Aquinas’ Distinction Between Membership in the New Covenant and the era of the New Covenant

I have previously mentioned Joshua Moon’s dissertation “Jeremiah’s New Covenant: An Augustinian Reading.” I do not agree with everything he has to say, but I highly recommend reading it (PDF) as he explains Augustine’s view of Jeremiah 31, as well as how that Augustinian reading was held down through church history up until the Reformation. Below is an excerpt (66-74 PDF) of his account of Aquinas’ Augustinian reading of Jeremiah 31 (see my previous Aquinas’ Retroactive New Covenant).


In summary form the lex nova for Thomas is the grace of God through the Holy Spirit.64 Thomas identifies the lex nova with the Law of the novum testamentum (‘lex nova est lex novi testamenti’), and defines the new law as the grace of the Holy Spirit:

‘Each thing appears to be that which is foremost in it,’ as the Philosopher states (Ethic., ix). That which is foremost in the Law of the novum testamentum, and in which all its power consists, is the grace of the Holy Spirit, which is given through faith in Christ. Consequently the lex nova is principally the grace itself of the Holy Spirit, which is given to those who believe in Christ.65

To establish his position he cites Jer 31:31,33, followed by two citations of Augustine from the De spiritu, the second of which reads: ‘What else are the Divine laws written by God Himself on our hearts, but the very presence of his Holy Spirit?’ From Augustine, Thomas reads the contrast in Jer 31 as between an old law without further power, and the ‘new’ work of the Spirit in those who believe.

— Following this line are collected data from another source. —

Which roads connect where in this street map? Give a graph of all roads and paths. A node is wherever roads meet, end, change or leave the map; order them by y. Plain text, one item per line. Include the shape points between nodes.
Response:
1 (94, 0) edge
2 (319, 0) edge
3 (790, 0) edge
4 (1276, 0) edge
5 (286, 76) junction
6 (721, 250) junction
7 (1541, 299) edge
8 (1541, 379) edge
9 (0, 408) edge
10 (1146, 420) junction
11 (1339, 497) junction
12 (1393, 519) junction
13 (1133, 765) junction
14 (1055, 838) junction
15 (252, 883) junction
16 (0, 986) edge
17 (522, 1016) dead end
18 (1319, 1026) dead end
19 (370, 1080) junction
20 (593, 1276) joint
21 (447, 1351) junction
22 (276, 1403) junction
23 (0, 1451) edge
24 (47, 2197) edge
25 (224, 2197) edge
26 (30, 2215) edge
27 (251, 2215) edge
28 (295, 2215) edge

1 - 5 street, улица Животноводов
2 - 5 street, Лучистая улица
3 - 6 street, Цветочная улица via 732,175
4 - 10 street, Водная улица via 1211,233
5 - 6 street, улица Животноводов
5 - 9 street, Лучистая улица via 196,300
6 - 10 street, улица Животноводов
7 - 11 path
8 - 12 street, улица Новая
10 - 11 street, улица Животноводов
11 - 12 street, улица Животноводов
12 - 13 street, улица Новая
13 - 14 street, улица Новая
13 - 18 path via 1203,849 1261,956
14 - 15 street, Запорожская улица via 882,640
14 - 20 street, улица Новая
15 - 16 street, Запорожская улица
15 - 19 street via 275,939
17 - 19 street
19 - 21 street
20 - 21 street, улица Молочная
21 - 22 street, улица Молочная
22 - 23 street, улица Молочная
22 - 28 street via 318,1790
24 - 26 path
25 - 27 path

The consequences of this for Jer 31 are then spelled out by an objection now somewhat familiar: what of those prior to the nova lex? If the new law is the Spirit’s work by which people are made friends of God, and if the ancient faithful had that Spirit’s work, then you have the novum testamentum in the era of the vetus. Thus, the objection runs, the new law cannot be defined this way:

The Law of the Gospel is proper to those who are in the state of the novum testamentum. But the Law that is inscribed [on the heart] is common both to those who are in the novum testamentum and those who are in the vetus testamentum. For it is said in Wisdom 7[:27]: ‘Divine wisdom conveys herself through the nations into holy souls; she establishes the friends of God and the prophets.’ Therefore the lex nova is not the Law inscribed.66

Thomas answers by appeal to an implicit distinction between membership in the novum testamentum and the ‘state (or era) of the novum testamentum:

No one ever possessed the grace of the Holy Spirit except through faith in Christ, explicit or implicit. Through faith in Christ a man belongs to the novum testamentum. Thus whoever had the Law of grace infused, accordingly belonged to the novum testamentum

At first glance it does not appear that Thomas answers the objection. He solves the dilemma by agreeing that there have always been those who had the Law of grace and belonged to the novum testamentum. The implicit point, however, is that Thomas does not see ‘belonging to the novum testamentum’ as the same as being in the statu novi testamenti – otherwise the reply would not at all address the objection. Thomas thus drives a distinction between two realities, that of the era of the Gospel or the statu novi testamenti, and that of
membership within the novum testamentum. And Jer 31:33-34 is addressed to the latter. Thus, in article 4 of the same question he asserts that the state of the new law succeeds the state of the old law (‘successit enim status novae legis statui veteris legis’), a claim he finds consistent with the novum testamentum existing during the state of the old law.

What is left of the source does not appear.